Typ: fluff
Pairing : VMon
Bohaterowie:
-Kim Taehyung (Kosmita, Tae,V, Taehyung)
-Kim Namjoon
-Jung Hoseok (Hoseok, JHope )
-Park Jimin
Kolejne dziwne opowiadanko. Mam nadzieję,że Wam się podoba. Proszę o komentarze, bo one naprawdę wiele dla mnie znaczą!

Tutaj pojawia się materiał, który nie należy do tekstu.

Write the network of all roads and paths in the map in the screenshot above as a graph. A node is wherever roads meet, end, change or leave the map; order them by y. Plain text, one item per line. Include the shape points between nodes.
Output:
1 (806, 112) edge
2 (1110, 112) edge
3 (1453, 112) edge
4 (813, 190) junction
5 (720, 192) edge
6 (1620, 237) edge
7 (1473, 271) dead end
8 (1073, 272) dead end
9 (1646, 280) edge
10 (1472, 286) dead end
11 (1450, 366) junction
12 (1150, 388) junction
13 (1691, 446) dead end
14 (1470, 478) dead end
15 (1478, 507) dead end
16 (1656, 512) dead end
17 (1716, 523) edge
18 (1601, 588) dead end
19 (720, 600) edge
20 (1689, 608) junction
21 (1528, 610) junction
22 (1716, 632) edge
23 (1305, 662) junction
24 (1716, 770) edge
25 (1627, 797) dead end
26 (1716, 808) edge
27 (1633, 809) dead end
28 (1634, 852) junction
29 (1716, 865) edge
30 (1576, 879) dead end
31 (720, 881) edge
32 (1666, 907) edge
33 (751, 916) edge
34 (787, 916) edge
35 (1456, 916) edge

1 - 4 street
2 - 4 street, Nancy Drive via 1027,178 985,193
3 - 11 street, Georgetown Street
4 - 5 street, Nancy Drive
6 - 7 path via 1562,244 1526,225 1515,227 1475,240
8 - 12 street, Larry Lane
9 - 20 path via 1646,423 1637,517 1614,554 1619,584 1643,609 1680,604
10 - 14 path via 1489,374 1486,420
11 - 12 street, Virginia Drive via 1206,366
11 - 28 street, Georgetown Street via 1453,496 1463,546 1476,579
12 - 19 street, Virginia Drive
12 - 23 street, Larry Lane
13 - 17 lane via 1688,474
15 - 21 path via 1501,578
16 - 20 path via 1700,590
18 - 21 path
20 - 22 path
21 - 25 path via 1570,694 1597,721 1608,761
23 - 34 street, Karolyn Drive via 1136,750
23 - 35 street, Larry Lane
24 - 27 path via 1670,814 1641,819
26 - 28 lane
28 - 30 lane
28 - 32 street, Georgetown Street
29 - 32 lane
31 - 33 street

- Tae, chcesz coś do picia?- spytałem miło, wchodząc do jego pokoju. V siedział na łóżku z podkulonymi nogami i z ciekawością wpatrywał się w brzęczącą muchę, która usiadła na krawędzi szafki. Uśmiechnąłem się na jego widok. Niezależnie od tego, co robi, zawsze jest uroczy. Usiadłem koło Taehyunga, przez chwilę jeszcze wpatrując się w jego piękną twarz, jak zwykle promienną i niewinną. Westchnąłem i na sekundę spuściłem wzrok. Tak bardzo zazdroszczę mu tego, że ciągle myśli pozytywnie. Dla niego szklanka zawsze jest do połowy pełna, a świat szczęśliwy i kolorowy. Odkąd go poznałem wiedziałem, że muszę się nim opiekować. Jest jak duże, kochane dziecko.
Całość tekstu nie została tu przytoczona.